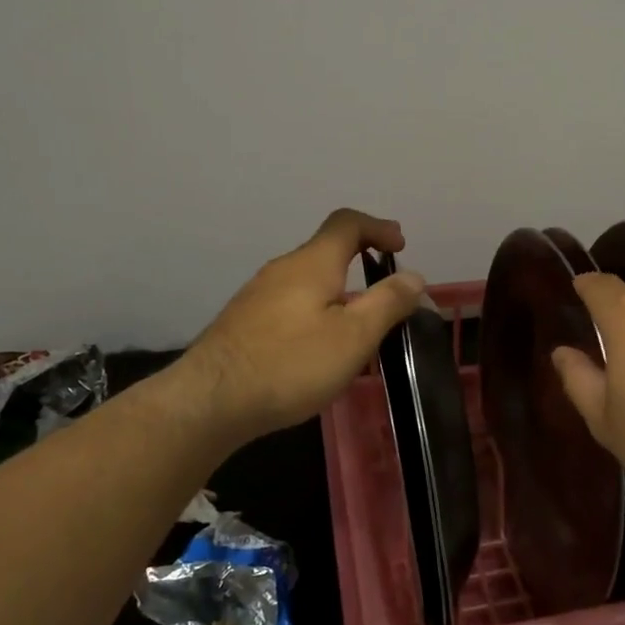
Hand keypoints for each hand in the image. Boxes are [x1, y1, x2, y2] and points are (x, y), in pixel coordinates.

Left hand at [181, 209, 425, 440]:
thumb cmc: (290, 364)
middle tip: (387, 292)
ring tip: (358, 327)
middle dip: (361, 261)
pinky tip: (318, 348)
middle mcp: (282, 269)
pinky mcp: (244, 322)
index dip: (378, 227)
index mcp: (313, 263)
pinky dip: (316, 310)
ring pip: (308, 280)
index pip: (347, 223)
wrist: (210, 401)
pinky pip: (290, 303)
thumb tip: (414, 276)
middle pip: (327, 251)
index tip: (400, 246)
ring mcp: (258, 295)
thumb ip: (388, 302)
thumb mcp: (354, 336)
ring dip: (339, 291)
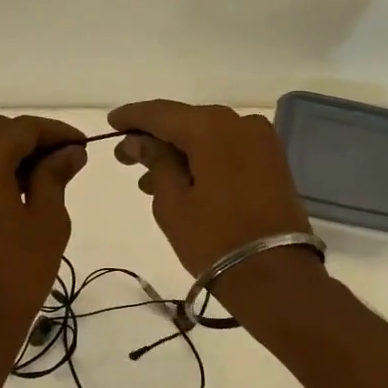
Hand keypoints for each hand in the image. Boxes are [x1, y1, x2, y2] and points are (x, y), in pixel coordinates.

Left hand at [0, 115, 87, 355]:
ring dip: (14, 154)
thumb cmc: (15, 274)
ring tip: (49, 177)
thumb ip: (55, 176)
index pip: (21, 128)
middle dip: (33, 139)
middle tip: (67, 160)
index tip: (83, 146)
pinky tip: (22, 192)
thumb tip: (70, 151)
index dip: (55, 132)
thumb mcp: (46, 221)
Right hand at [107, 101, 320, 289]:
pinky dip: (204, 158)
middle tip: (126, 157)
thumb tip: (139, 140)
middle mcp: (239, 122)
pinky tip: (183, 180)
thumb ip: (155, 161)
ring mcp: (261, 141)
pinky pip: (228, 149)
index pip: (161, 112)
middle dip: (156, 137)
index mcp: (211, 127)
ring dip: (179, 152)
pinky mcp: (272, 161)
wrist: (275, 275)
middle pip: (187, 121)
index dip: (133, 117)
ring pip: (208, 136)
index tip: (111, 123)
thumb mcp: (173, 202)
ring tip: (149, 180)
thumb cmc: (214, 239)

# # # # #

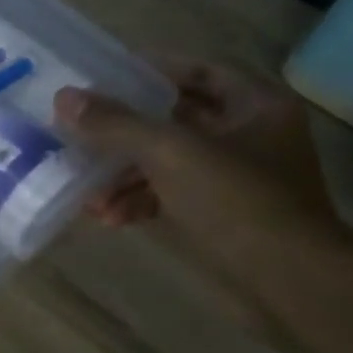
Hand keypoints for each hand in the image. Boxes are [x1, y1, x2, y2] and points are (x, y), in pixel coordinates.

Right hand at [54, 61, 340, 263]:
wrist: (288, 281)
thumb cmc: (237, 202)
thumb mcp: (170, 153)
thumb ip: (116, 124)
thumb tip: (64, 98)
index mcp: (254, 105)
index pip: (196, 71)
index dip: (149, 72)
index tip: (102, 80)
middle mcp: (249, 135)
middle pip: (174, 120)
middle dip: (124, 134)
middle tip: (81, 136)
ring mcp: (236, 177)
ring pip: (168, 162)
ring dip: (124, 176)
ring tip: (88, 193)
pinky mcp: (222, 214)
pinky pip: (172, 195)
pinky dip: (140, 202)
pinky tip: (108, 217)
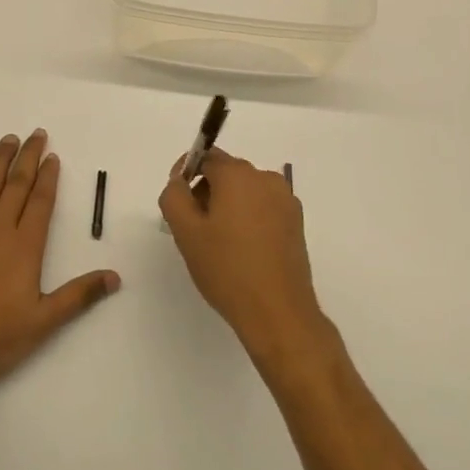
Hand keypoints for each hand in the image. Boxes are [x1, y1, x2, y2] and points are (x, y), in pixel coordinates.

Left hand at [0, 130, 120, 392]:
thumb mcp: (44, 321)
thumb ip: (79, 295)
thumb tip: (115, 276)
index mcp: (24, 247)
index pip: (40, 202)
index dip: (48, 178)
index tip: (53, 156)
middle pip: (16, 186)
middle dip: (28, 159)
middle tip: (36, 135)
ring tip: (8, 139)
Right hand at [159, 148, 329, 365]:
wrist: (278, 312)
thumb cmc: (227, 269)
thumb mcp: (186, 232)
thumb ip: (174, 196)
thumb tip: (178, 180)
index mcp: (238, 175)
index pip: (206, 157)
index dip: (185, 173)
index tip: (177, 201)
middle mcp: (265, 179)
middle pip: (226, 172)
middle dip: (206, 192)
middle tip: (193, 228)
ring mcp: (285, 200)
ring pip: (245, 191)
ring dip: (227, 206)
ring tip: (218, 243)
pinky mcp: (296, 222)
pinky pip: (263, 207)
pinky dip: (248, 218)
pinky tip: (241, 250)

# # # # #

Your objective
Within the material above, output exactly the lines from the one with "index dip: (185, 173)" through the one with "pinky tip: (241, 250)", end lines included, and nothing besides.

Finished task
index dip: (185, 173)
index tip: (177, 201)
middle mcp: (265, 179)
middle pip: (226, 172)
middle dip: (206, 192)
middle tip: (193, 228)
ring mcp: (285, 200)
ring pip: (245, 191)
ring dip: (227, 206)
ring tip: (218, 243)
pinky mcp: (296, 222)
pinky pip: (263, 207)
pinky dip: (248, 218)
pinky tip: (241, 250)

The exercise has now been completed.